Collected data entries:
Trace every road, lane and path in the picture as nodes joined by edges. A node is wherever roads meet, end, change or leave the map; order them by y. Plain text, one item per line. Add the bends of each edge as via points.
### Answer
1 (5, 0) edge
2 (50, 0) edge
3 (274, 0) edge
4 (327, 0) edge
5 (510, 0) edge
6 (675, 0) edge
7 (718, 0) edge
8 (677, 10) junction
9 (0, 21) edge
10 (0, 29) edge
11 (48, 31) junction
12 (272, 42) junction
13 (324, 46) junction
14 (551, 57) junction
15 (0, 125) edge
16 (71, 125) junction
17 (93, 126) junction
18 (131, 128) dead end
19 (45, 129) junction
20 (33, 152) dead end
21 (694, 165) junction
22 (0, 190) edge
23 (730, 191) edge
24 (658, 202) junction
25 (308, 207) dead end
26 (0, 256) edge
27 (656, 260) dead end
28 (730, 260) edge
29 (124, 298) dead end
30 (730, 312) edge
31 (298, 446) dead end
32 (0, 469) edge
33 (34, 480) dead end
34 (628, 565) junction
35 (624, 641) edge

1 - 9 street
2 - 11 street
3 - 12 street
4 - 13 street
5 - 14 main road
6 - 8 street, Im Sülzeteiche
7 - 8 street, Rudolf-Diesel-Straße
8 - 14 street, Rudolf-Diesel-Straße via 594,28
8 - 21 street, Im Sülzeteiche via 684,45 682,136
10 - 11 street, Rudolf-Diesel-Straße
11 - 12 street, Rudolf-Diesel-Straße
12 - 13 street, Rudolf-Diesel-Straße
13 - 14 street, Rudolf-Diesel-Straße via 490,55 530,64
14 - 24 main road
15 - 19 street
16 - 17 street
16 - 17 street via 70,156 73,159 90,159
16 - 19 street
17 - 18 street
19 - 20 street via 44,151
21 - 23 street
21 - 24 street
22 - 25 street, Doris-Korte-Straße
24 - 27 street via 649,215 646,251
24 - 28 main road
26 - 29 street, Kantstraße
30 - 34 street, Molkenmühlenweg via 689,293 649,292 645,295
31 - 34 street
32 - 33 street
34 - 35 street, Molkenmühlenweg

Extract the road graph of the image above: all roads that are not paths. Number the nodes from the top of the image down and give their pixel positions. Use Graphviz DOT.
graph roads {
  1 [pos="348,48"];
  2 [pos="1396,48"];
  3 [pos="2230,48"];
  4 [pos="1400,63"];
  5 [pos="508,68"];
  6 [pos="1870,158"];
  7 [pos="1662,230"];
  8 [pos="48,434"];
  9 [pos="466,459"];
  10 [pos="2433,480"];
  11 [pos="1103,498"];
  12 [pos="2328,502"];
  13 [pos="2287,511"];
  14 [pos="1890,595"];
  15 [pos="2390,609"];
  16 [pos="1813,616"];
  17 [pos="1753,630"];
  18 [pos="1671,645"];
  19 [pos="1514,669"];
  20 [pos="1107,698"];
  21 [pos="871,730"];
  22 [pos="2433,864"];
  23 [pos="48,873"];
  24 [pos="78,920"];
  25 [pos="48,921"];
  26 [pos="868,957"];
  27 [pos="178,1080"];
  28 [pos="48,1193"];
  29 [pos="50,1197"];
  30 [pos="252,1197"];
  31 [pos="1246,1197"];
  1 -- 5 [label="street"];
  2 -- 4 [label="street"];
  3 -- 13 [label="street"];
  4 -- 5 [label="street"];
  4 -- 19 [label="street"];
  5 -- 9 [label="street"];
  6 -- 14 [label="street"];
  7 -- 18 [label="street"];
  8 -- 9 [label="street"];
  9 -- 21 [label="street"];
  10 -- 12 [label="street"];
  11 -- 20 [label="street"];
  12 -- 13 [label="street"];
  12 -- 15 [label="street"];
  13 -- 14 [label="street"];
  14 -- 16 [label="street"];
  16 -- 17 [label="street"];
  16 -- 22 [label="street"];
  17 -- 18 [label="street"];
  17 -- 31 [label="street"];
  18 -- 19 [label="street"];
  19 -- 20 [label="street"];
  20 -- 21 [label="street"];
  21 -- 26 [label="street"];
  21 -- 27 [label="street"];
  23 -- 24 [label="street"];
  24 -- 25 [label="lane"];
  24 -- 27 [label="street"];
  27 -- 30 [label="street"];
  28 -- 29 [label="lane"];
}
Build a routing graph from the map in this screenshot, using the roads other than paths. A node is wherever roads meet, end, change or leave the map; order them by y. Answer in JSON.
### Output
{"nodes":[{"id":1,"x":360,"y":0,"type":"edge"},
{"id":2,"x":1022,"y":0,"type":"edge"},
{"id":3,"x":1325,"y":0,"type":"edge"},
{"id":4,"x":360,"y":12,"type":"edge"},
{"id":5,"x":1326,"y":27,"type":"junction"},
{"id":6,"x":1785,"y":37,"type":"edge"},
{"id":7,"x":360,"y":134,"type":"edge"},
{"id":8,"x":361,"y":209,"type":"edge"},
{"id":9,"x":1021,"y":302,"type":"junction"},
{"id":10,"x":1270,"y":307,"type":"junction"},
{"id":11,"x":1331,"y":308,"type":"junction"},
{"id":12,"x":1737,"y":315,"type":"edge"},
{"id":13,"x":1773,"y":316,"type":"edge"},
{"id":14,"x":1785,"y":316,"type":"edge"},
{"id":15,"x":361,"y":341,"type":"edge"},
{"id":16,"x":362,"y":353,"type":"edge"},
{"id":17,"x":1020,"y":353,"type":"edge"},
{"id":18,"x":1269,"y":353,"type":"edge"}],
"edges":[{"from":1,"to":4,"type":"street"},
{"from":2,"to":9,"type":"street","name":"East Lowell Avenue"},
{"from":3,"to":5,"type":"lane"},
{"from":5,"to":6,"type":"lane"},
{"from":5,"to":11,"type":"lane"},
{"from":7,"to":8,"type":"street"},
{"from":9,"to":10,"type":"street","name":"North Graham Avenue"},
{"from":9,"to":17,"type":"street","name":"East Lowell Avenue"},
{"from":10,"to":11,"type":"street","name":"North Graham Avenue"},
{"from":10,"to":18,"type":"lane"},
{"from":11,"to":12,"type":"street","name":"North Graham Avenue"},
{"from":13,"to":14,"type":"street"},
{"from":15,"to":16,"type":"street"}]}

● **Work item**
Which lines above include the word "Graham"? Return each one.

● **Written response**
{"from":9,"to":10,"type":"street","name":"North Graham Avenue"},
{"from":10,"to":11,"type":"street","name":"North Graham Avenue"},
{"from":11,"to":12,"type":"street","name":"North Graham Avenue"},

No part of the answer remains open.